I am now the owner of a slice of the farm where I grew up seventy eyars ago. This slice is bound on the east by a creek that divides the farm and on the west by the neighboring farm. There is a considerable difference in elevation between the creek and the neighboring farm, maybe thirty or more feet. From the creek, the land rises sharply, in some places the rise is so steep it cannot be climbed without ropes or other equipment. It is a cliff really. The rest is steep, but climbable on foot with some effort.
This continuous hillside is thickly wooded with underbrush. When I was a boy, the undergrowth consisted of a kind of bush about two feet high. You could easily see over them and walk through them. I much prefer them to the new ones. A new kind of bush has invaded over the past thrity years. These bushes can grow twelve feet tall, with thickly enter-twined branches. They were imported to North America as an ornamental, and they are attractive in early winter. They do not freeze with the first frosts that kill the native plants, and they have bright red berries. Unfortunately, the berries contain little or no nutrition for any creature on this continent, so few if any of the seeds are consumed and broken down. Multitudes of them grow and each bush produces thousands!
At the top of this hillside the land is gently rolling prairie. I think it is grassland that has never been plowed. The soil is only inches deep, if that, and in many places, bedrock is exposed. Large stones that would damage farm equipment have been removed, and I have removed more.
This edge of the original farm is opposite the location of the house and barn and spaces where we spent most of our time when I was growing up. It was the most difficult prt of the farm to get to. Access to this part of the farm was awkward. There was one spot, on the south boundary, were the creek banks were worn from crossing. The hillside there was about a 45 degree angle, steep and scary, but drivable. I’ve driving up as a teenager on a tractor and later in other vehicles. There was another spot on the north edge of the property, along the road, but the hillside was steeper and not drivable, so you couldn’t get very far.

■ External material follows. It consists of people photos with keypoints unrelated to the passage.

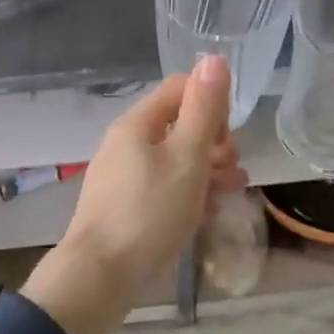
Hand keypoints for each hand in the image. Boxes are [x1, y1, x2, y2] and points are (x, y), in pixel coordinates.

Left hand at [23, 55, 246, 333]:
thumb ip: (203, 109)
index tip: (229, 137)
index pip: (180, 89)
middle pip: (178, 125)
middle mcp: (126, 142)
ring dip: (207, 169)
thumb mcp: (187, 158)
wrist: (100, 276)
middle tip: (234, 169)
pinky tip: (206, 214)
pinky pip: (162, 187)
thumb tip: (214, 58)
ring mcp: (122, 175)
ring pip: (173, 159)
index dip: (211, 105)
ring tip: (233, 190)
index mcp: (138, 123)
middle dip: (213, 141)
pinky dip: (187, 192)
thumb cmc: (149, 212)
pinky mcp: (124, 206)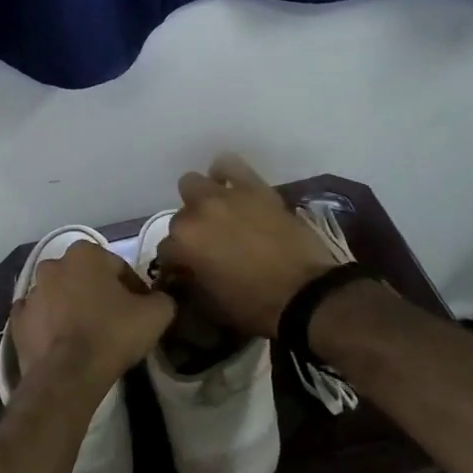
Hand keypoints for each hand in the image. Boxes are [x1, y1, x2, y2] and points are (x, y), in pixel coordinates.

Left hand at [11, 242, 174, 395]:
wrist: (68, 375)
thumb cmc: (112, 334)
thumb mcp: (156, 314)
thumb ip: (162, 298)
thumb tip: (158, 300)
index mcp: (85, 253)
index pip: (118, 268)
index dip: (134, 290)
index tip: (141, 311)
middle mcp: (54, 264)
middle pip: (86, 278)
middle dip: (100, 294)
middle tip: (116, 322)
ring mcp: (31, 292)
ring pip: (61, 296)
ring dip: (74, 308)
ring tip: (90, 335)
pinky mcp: (17, 321)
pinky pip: (40, 318)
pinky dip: (51, 326)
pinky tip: (65, 343)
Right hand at [158, 155, 342, 337]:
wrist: (306, 294)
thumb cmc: (255, 307)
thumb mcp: (211, 304)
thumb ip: (191, 282)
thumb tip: (186, 273)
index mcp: (183, 243)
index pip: (166, 249)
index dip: (177, 263)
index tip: (188, 271)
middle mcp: (197, 213)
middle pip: (180, 216)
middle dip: (190, 231)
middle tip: (208, 245)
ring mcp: (225, 196)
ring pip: (194, 184)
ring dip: (200, 200)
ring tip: (218, 215)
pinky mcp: (254, 187)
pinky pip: (228, 165)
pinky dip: (225, 175)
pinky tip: (232, 189)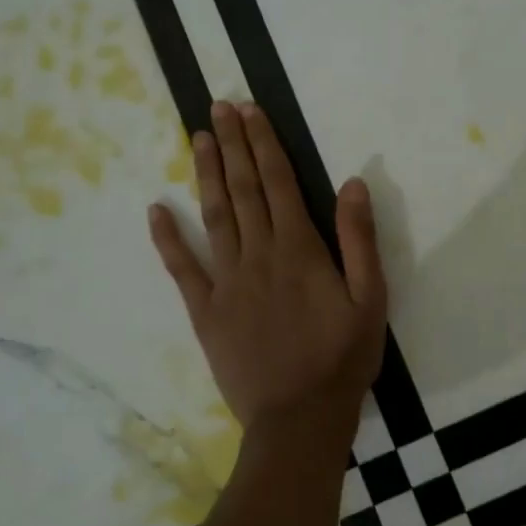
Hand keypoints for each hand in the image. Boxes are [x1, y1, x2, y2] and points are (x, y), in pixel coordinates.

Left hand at [149, 102, 387, 451]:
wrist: (300, 418)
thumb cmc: (342, 358)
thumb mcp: (370, 298)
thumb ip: (359, 239)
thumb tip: (351, 182)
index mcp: (299, 249)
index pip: (278, 182)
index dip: (264, 144)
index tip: (251, 112)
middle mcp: (258, 254)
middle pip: (243, 189)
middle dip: (233, 145)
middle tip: (219, 107)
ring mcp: (226, 282)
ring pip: (214, 216)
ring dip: (206, 175)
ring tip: (199, 139)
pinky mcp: (205, 311)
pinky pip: (182, 269)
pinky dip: (167, 239)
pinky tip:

One day, when I was walking up the hill from to creek to the top, I came to a sort of shelf. This was a surprise. Then, I looked carefully at the angle of the hill below me and slope ahead of me. Downhill, it was much steeper than above. That was curious.
Then, I began to walk along this “ledge” which was surprisingly even and level. It continued all along the side of the hill. Then I came to a gull,y, or valley where water had eroded deeply into the side of the hill creating the appearance of two hills. The level “shelf” continued on the other side. There could be only one thing that I had found: an abandon, overgrown farm road!
This was a shock because my father had never mentioned such a road to me. He had obviously not used it because trees older than him had grown up in it! From them, I concluded that he had not known about it. I could not ask, because he had been killed forty years before, but I think he would have mentioned it if he had known about it.
Considering that, this was my own special discovery!
My father could easily not have known because the owner before us had stopped farming twenty or so years before my parents bought the farm and that was plenty of time for it to become overgrown and, therefore, hidden.
WOW!!
I cleared a path along the “shelf,” but it quickly become overgrown and did not lead up to the top to the meadow land where I needed to go, so I did not keep it cleared. Still, I know it’s there: my little discovery on land I thought I knew.
Your descriptions are great! I feel as though I am walking along side you! I wonder how many other secrets you will discover!